[ptsefton.com] | [CV & Bio]

Trip report: Open Repositories 2013


[![Creative Commons License](/wp-content/uploads/2013/08/88x31.png)](http://creativecommons.org/licenses/by-sa/3.0/deed.en_US)\ Trip report: Open Repositories 2013 by Peter Sefton is licensed under a [Creative Commons Attribution-ShareAlike 3.0 Unported License](http://creativecommons.org/licenses/by-sa/3.0/deed.en_US).

Update 2015-04-22 - fixed some formatting

From July 8th to July 12th I was on Prince Edward Island in Canada for the Open Repositories conference. I try to participate as a member of the OR committee, particularly in matters relating to the developer challenge which is a key part of the conference, when I can manage the early-morning conference calls with Europe and the North America. My trip was funded by my employer, the University of Western Sydney. In this report I'll talk about the conference overall, the developer challenge and the paper I presented, written with my colleague Peter Bugeia.
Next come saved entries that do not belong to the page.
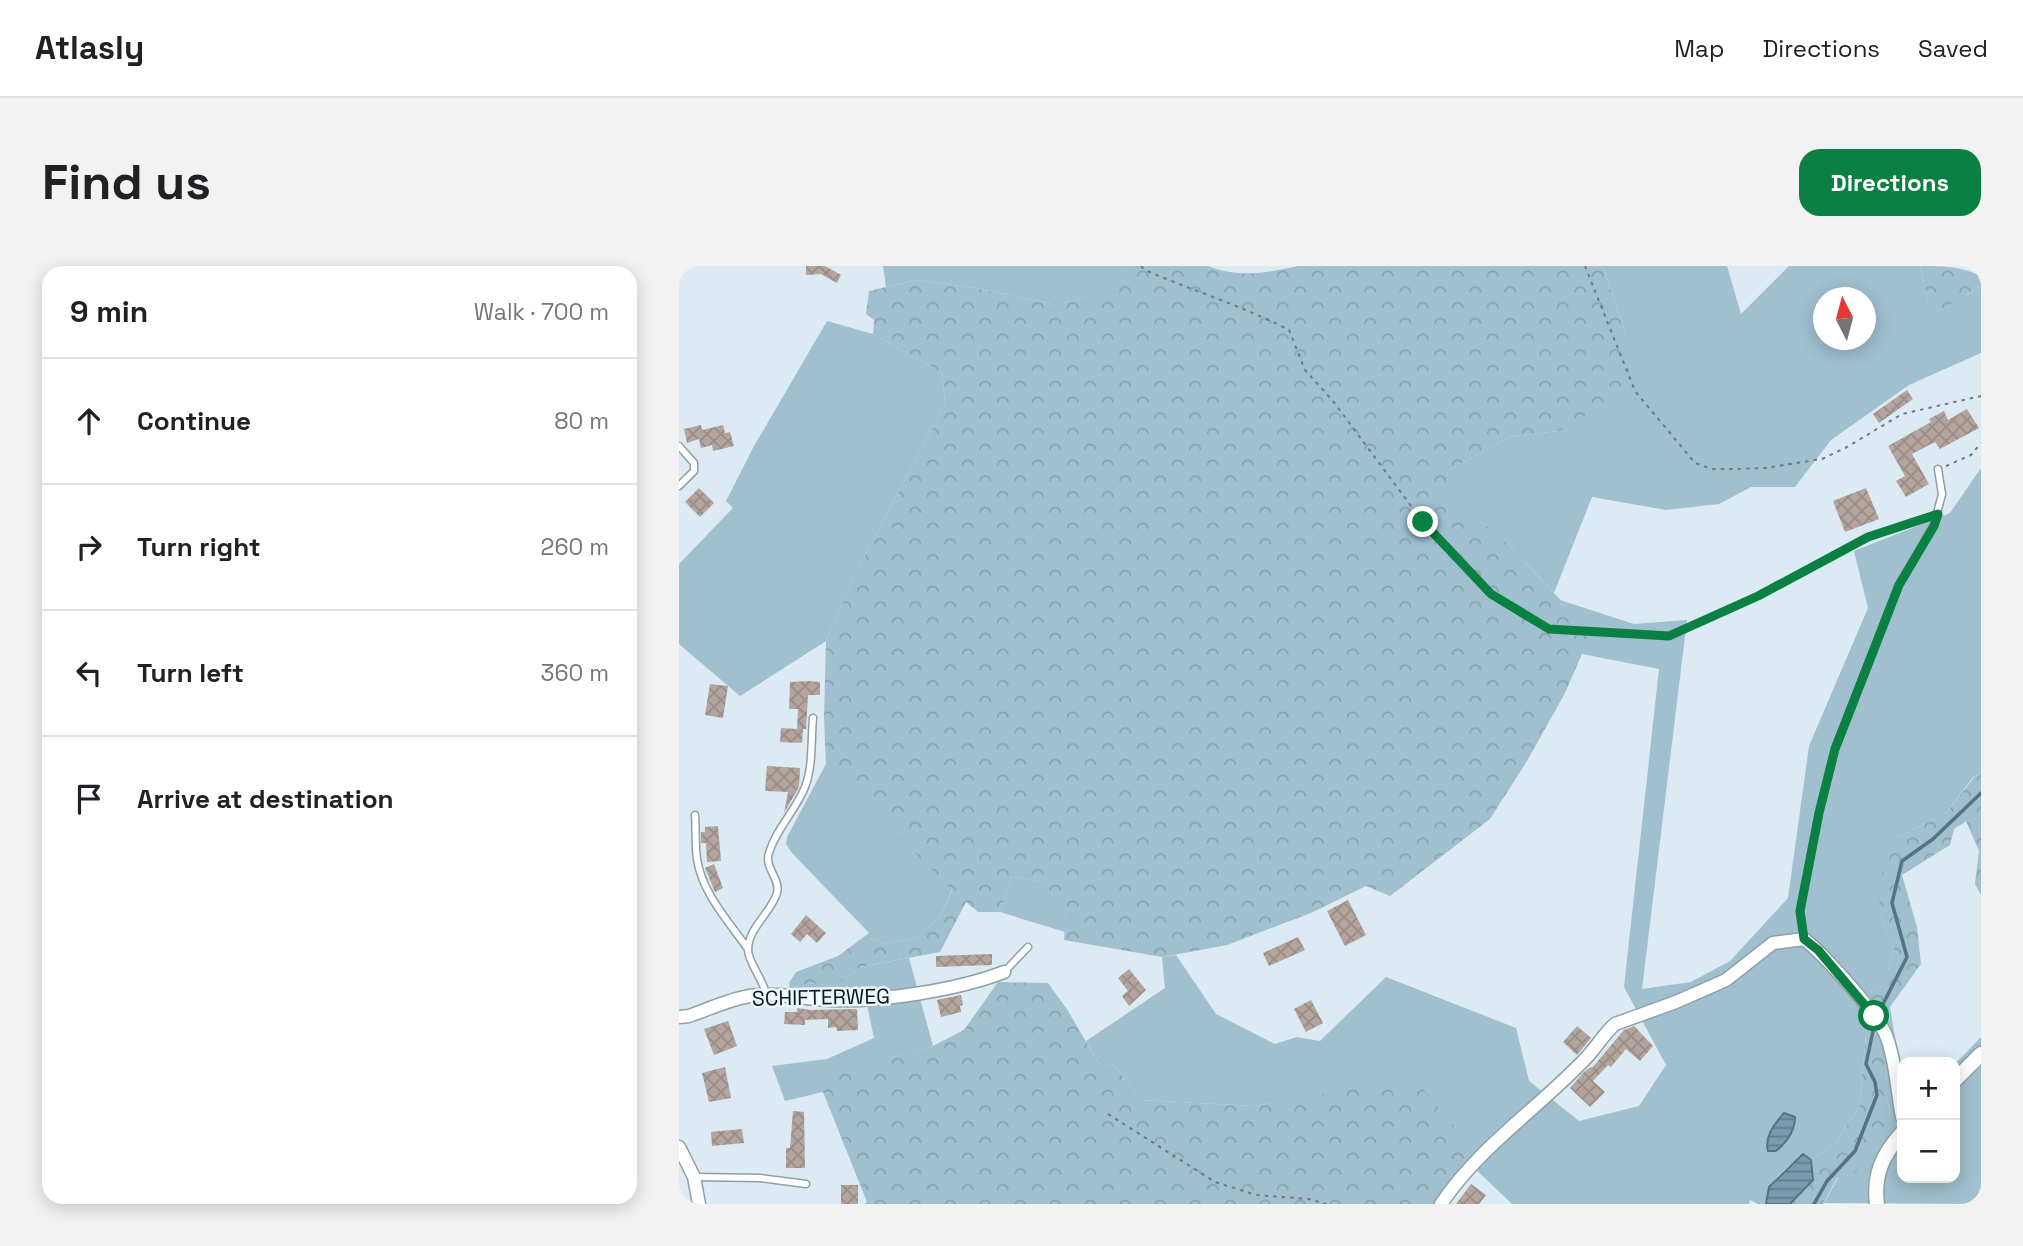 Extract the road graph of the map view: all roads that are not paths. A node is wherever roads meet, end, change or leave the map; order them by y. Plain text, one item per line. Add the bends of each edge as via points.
1 (679, 446) edge
2 (1938, 469) road end
3 (679, 486) edge
4 (813, 718) dead end
5 (695, 815) dead end
6 (1804, 939) junction
7 (1028, 947) dead end
8 (748, 949) junction
9 (1004, 972) joint
10 (766, 994) junction
11 (679, 1017) edge
12 (1981, 1054) edge
13 (1960, 1075) edge
14 (1897, 1090) edge
15 (1897, 1139) edge
16 (679, 1147) edge
17 (694, 1177) junction
18 (806, 1184) dead end
19 (699, 1204) edge
20 (1441, 1204) edge
21 (1877, 1204) edge

1 - 3 lane via 694,463 694,471
2 - 6 lane via 1942,494 1934,526 1899,585 1835,749 1800,911
4 - 8 lane via 804,790 768,854 777,893
5 - 8 lane via 700,872 710,895
6 - 14 street via 1887,1036
6 - 20 street via 1773,943 1726,980 1615,1024 1588,1056 1467,1172
7 - 9 lane
8 - 10 lane
9 - 10 street, SCHIFTERWEG via 866,1000
10 - 11 street, SCHIFTERWEG
12 - 13 street
15 - 21 street via 1882,1157
16 - 17 street
17 - 18 lane
17 - 19 street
This was my first trip to Canada. I liked it.

wpid-trip-report-for-ptsefton.com-final.htmltrip-report-for-ptsefton.com-finalhtml1715e81a.jpg Prince Edward Island's largest land mammal is the lighthouse.
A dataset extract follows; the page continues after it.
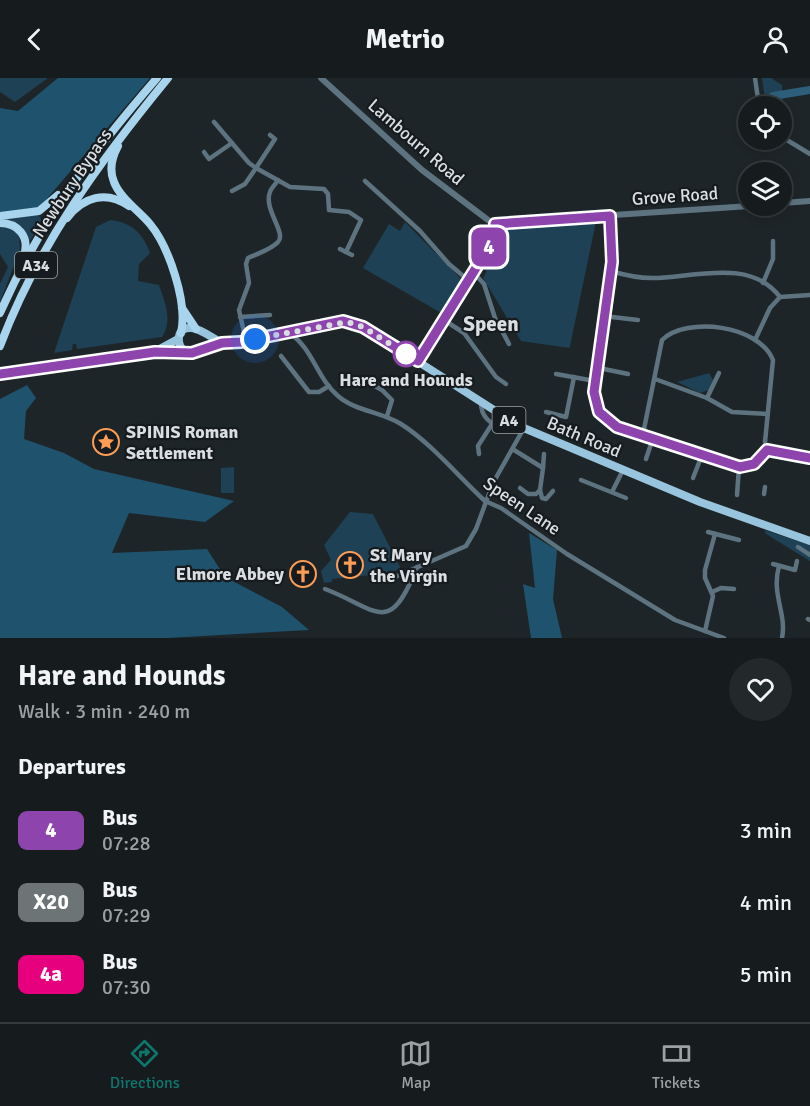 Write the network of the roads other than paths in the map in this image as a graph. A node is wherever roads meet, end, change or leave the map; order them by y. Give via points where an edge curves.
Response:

The main-track conference started and ended with talks which, to me at least, were above all about Research Integrity. We started with Vitoria Stodden's Re-use and Reproducibility: Opportunities and Challenges, which I'll cover in more detail below*.* One of Stodden's main themes was the gap in our scholarly practice and infrastructure where code and data repositories should be. It is no longer enough to publish research articles that make claims if those claims are impossible to evaluate or substantiate in the absence of the data and the code that support them. The closing talk touched on some of the same issues, looking at the current flawed and corruptible publishing system, claiming for example that the journal based rewards system encourages cheating. Both of these relate to repositories, in overlapping ways.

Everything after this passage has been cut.